A funny postcard in the mail this morning from Uncle Brian, Jack’s older, and only living, brother. My last vertical uncle. Uncle Bo, the youngest of the three McAllister brothers, went horizontal and wouldn’t get up a few years ago. This is the first time we’ve heard from Uncle Brian since his surprise visit in April. Flew in from Dublin and stayed the guts of a week. Jack ribbed him about his weight the whole time, teased him about being ‘fat as a fool’, advised him to ‘cut down on all those greasy fry-ups and start doing a bit of exercise’. Is this the way siblings speak to each other? If I said anything like that to Judy, she’d punch my lights out. I wouldn’t call UB fat, not exactly. A more accurate word to describe him would be one I recently came across in a book about obscure words I found in the library.

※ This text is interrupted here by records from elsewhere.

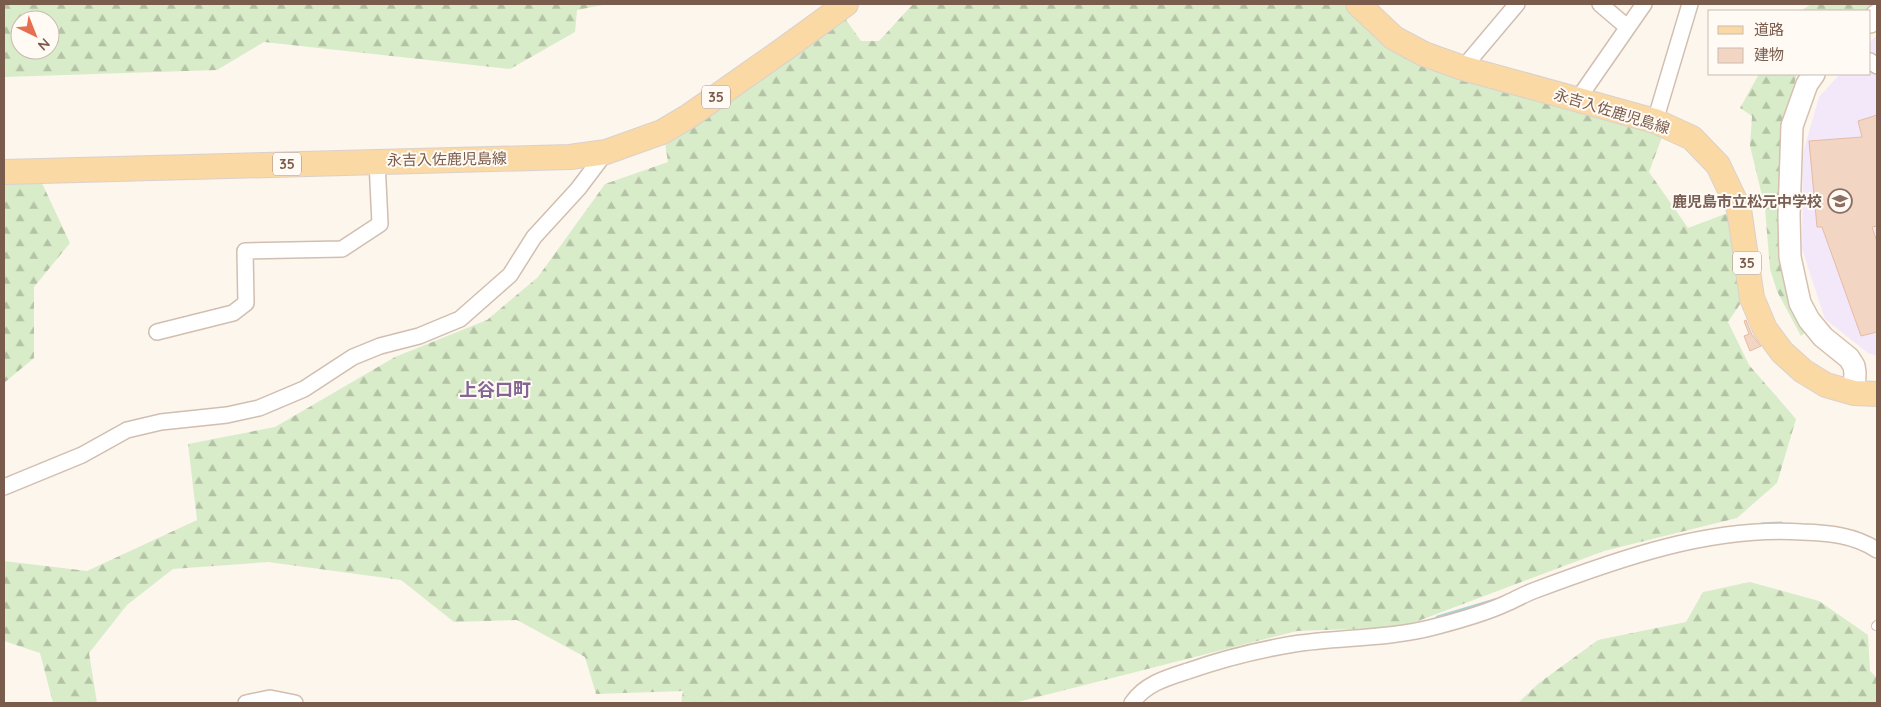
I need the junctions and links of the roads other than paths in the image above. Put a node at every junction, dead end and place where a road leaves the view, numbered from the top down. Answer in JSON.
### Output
{"nodes":[{"id":1,"x":846,"y":4,"type":"edge"},
{"id":2,"x":1517,"y":4,"type":"edge"},
{"id":3,"x":1600,"y":4,"type":"edge"},
{"id":4,"x":1644,"y":4,"type":"edge"},
{"id":5,"x":1690,"y":4,"type":"edge"},
{"id":6,"x":1366,"y":7,"type":"edge"},
{"id":7,"x":1627,"y":27,"type":"junction"},
{"id":8,"x":1463,"y":68,"type":"junction"},
{"id":9,"x":1813,"y":75,"type":"edge"},
{"id":10,"x":1578,"y":99,"type":"junction"},
{"id":11,"x":1655,"y":121,"type":"junction"},
{"id":12,"x":606,"y":152,"type":"junction"},
{"id":13,"x":377,"y":161,"type":"junction"},
{"id":14,"x":4,"y":172,"type":"edge"},
{"id":15,"x":157,"y":332,"type":"dead end"},
{"id":16,"x":1854,"y":393,"type":"junction"},
{"id":17,"x":1877,"y":394,"type":"edge"},
{"id":18,"x":4,"y":487,"type":"edge"},
{"id":19,"x":1877,"y":550,"type":"edge"},
{"id":20,"x":246,"y":703,"type":"edge"},
{"id":21,"x":295,"y":703,"type":"edge"},
{"id":22,"x":1132,"y":703,"type":"edge"}],
"edges":[{"from":1,"to":12,"type":"main road","name":"永吉入佐鹿児島線","number":"35"},
{"from":2,"to":8,"type":"street"},
{"from":3,"to":7,"type":"street"},
{"from":4,"to":7,"type":"street"},
{"from":5,"to":11,"type":"street"},
{"from":6,"to":8,"type":"main road","name":"永吉入佐鹿児島線","number":"35"},
{"from":7,"to":10,"type":"street"},
{"from":8,"to":10,"type":"main road","name":"永吉入佐鹿児島線","number":"35"},
{"from":9,"to":16,"type":"main road"},
{"from":10,"to":11,"type":"main road","name":"永吉入佐鹿児島線","number":"35"},
{"from":11,"to":16,"type":"main road","name":"永吉入佐鹿児島線","number":"35"},
{"from":12,"to":13,"type":"main road","name":"永吉入佐鹿児島線","number":"35"},
{"from":12,"to":18,"type":"street"},
{"from":13,"to":14,"type":"main road","name":"永吉入佐鹿児島線","number":"35"},
{"from":13,"to":15,"type":"street"},
{"from":16,"to":17,"type":"main road","name":"永吉入佐鹿児島線","number":"35"},
{"from":19,"to":22,"type":"street"},
{"from":20,"to":21,"type":"street"}]}
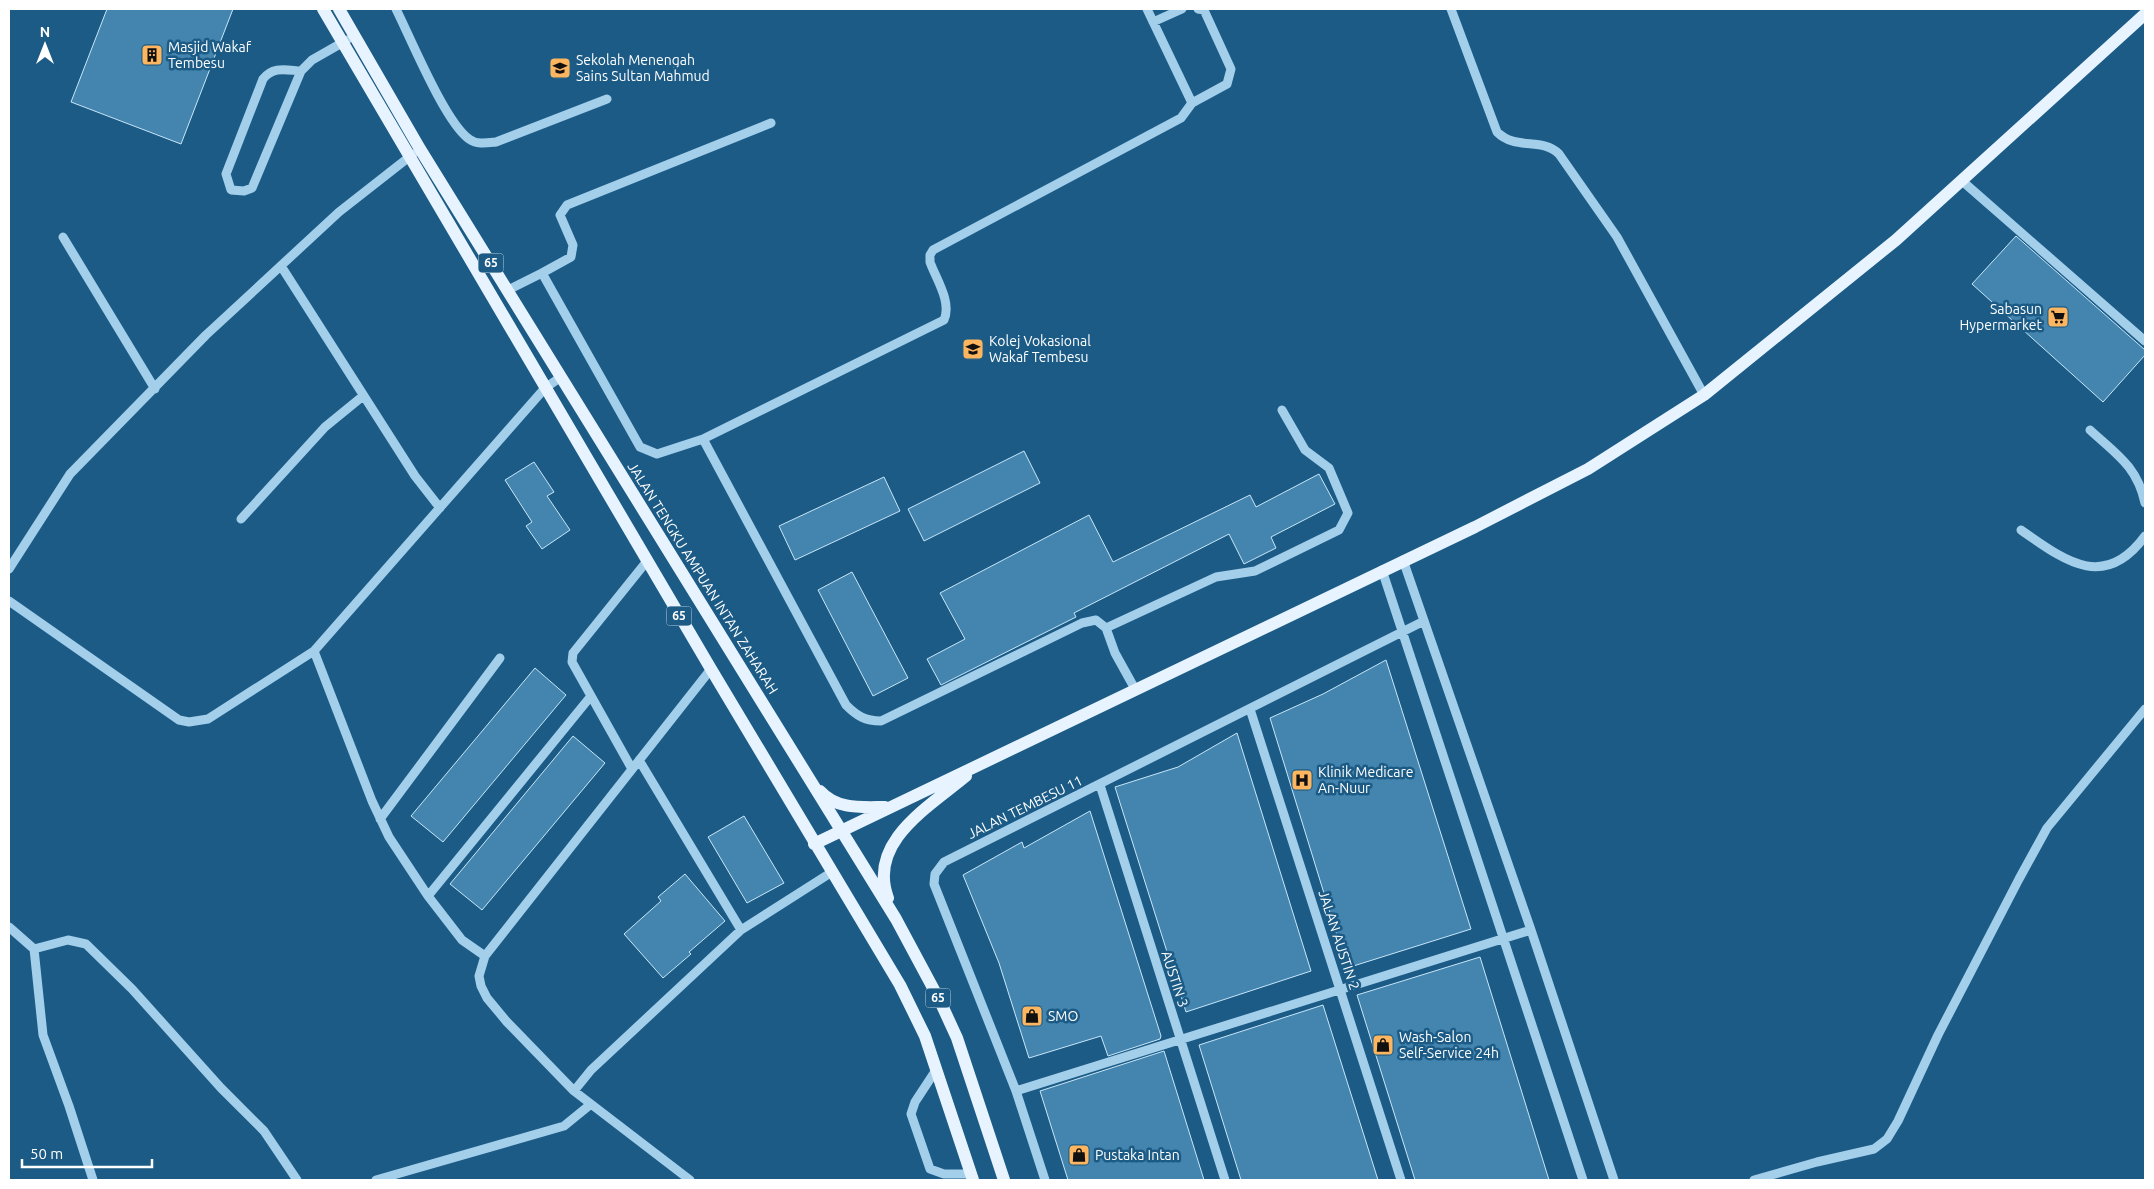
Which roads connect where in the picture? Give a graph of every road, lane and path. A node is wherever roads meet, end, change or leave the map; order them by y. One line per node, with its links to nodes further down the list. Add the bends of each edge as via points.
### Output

Dropsical. If UB grew a white beard he’d look like old Saint Nick.
The postcard is a cartoon of a disgruntled looking man with his head between a pair of spread-eagled legs in fishnet stockings and black stiletto’s. The caption below reads: What? Smells like kippers, you say? What do you expect for the cheap price you pay, caviar? It cracked me up.
UB’s got the strangest sense of humor. Either that, or he thinks Jack and I do. His almost illegible scrawl on the reverse speaks of how he’s looking forward to our imminent return. Can’t believe that Jack’s telling everyone that we’re emigrating. This is more serious than I thought.